It should be no surprise that many people end up pirating the products largely because of anti-piracy measures since they're used to being able to lend things to friends. Not to mention that in those cases, licensing DRM is likely to add to the final cost of the product. Not to mention the extra problems it entails. Some years back the computer game industry was in a bit of a cold war with hackers, with people who legitimately purchased copies of overpriced games with insane DRM included being caught in the middle. At some point, exemplified perhaps most obviously by EA's SecuROM system, but others as well, DRM effectively meant installing spyware on people's computers as a precondition of using a program they've already paid to use. At which point, potential customers either A) Boycott or B) crack the DRM anyway just to prove a point. So the battle continues, and mostly it's only those in the middle, harmed by the aforementioned cold war who give it any thought. Meanwhile, prices rise and restrictions tighten threatening to push more legitimate customers into the piracy camp. It's hard to say "Bully for you, you stinkin' thieves" but it's also hard not to believe that DRM is one of those classic "slippery slopes" and the "light at the end of the tunnel is that of an oncoming train."

Ah, but we're all book people here, right? So who cares about the PC software market? Doubly so for games? Because books are obviously the only acceptable medium for *anything* according to many bibliophiles. DRM affects your e-books just as much as it did PC software.

Think back a couple of years: We couldn't lend e-books at all. That changed, but being able to lend it a small, preset number of times and only for brief periods of time, and only for those who have the same brand reader is massively less convenient than with a real book, which you can lend as long as the book hasn't fallen apart, to whoever, and for however long. Publishers see it as a way of cutting out an undesirable reality. Even more obviously, the retailers think so. But it's a terrible idea.

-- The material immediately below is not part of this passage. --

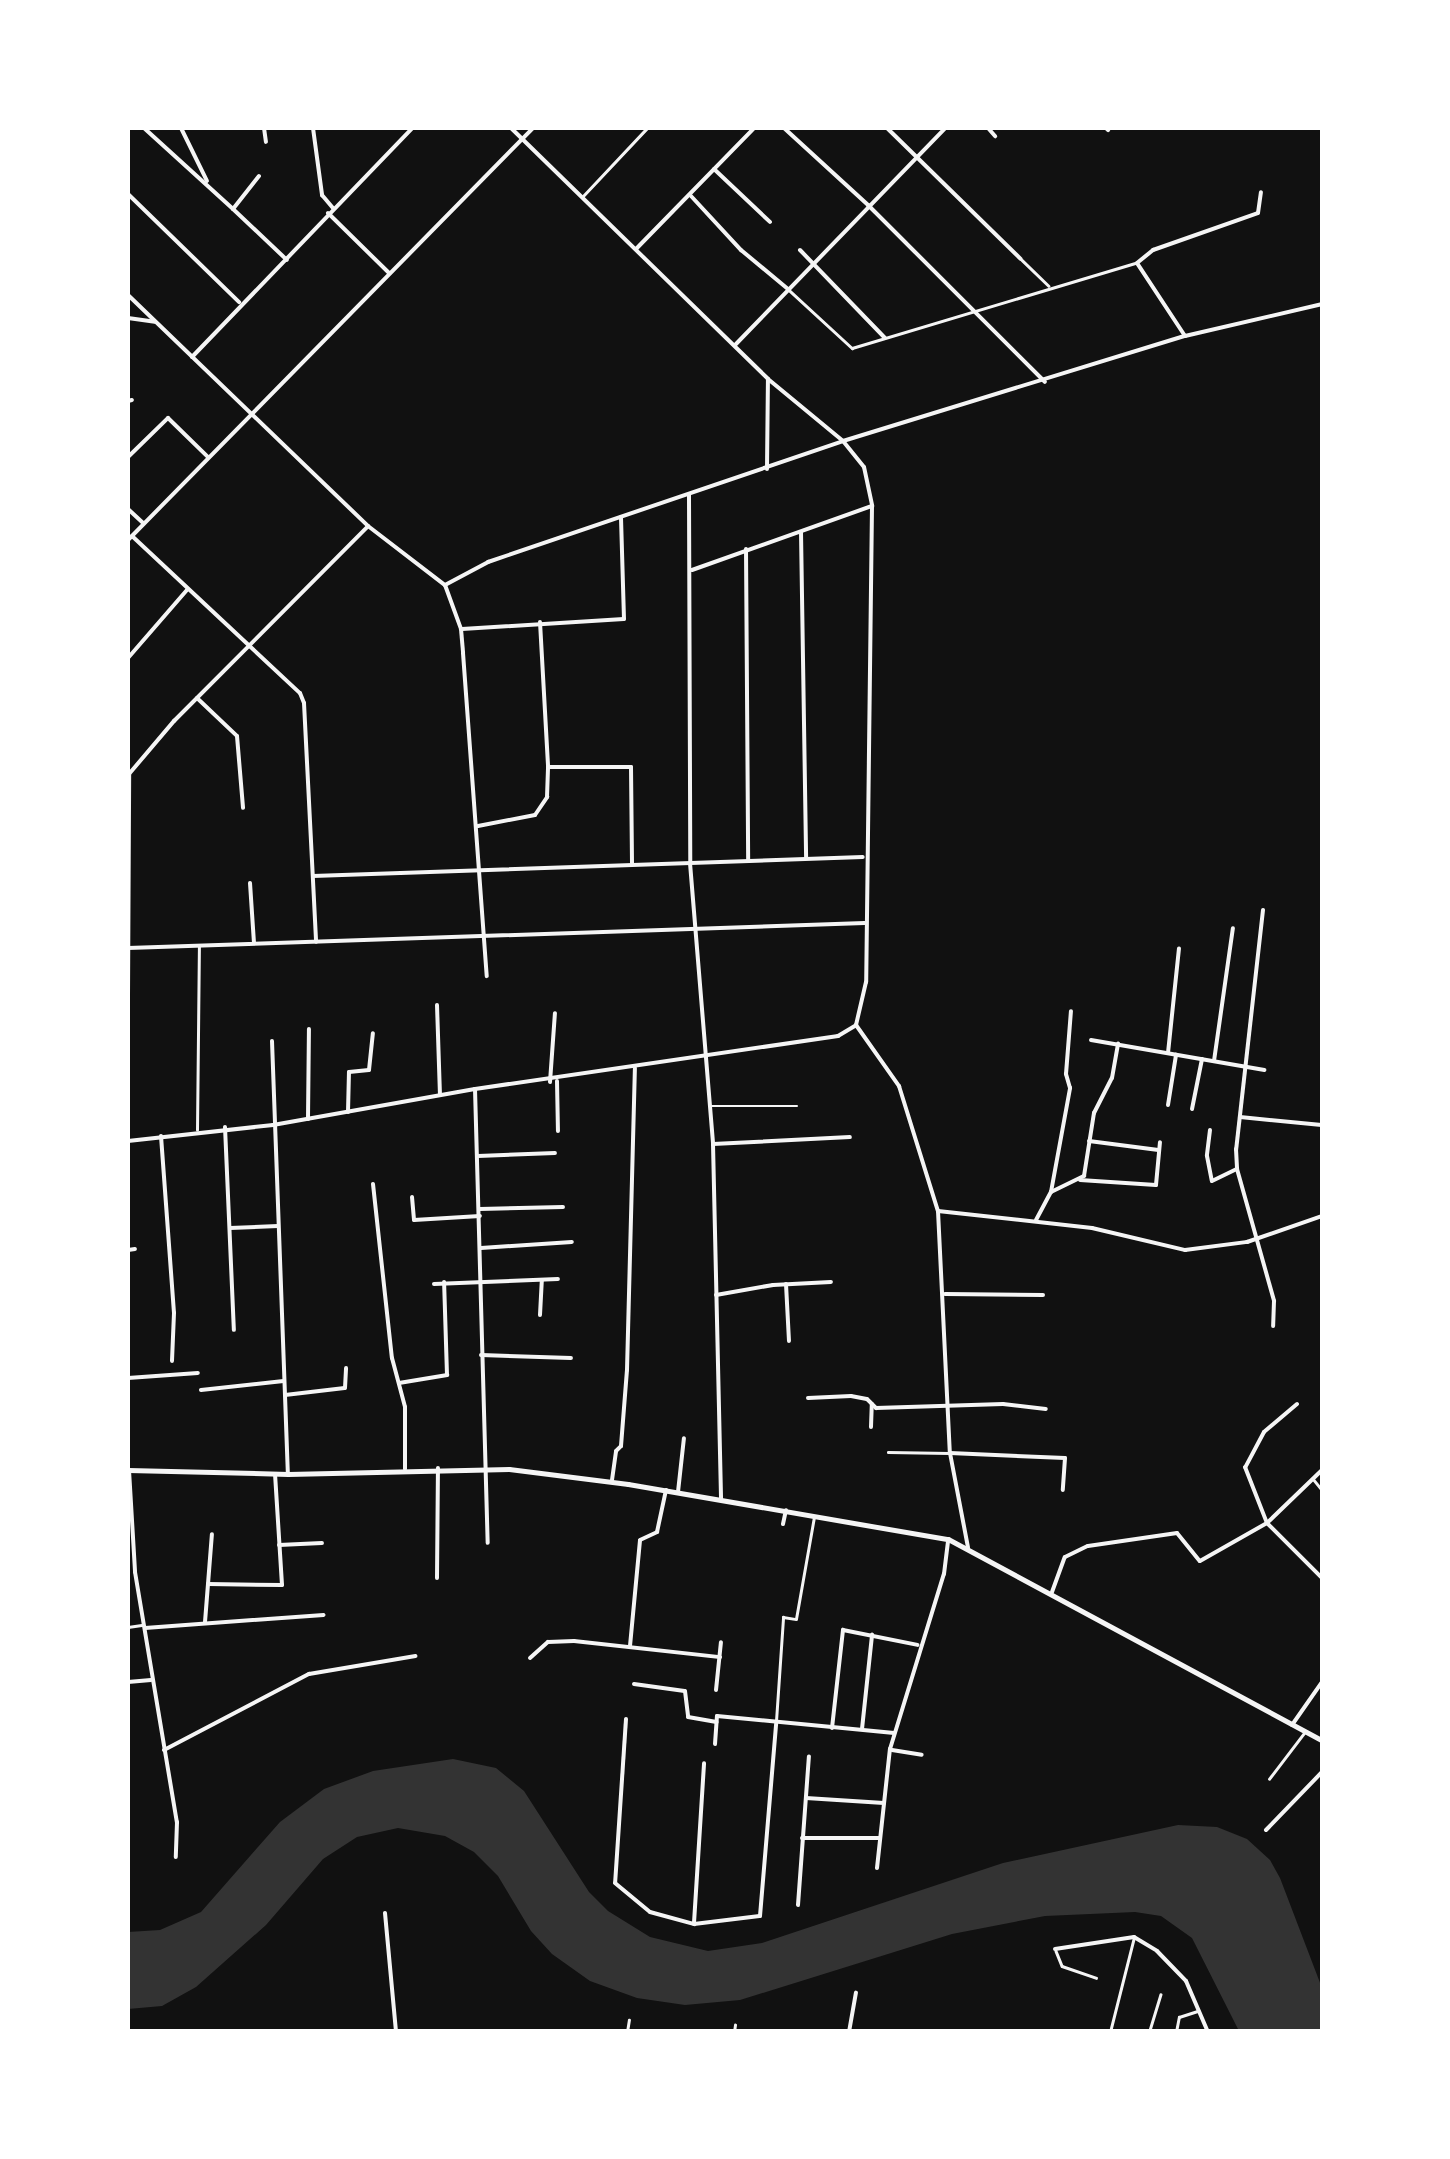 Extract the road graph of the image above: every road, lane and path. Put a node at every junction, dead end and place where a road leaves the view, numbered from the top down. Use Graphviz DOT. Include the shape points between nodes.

Especially for something like books. Ask any Managing Editor, Sales Manager, Marketing Manager, Publicity Manager or any other sale/distribution position in Publishing and they'll all freely admit that word of mouth and libraries are two of their greatest assets. Word of mouth takes a hit if you can't lend copies, or are extremely limited in doing so. Libraries meanwhile have been hit with prices that are often far higher for e-books than for their print counterparts.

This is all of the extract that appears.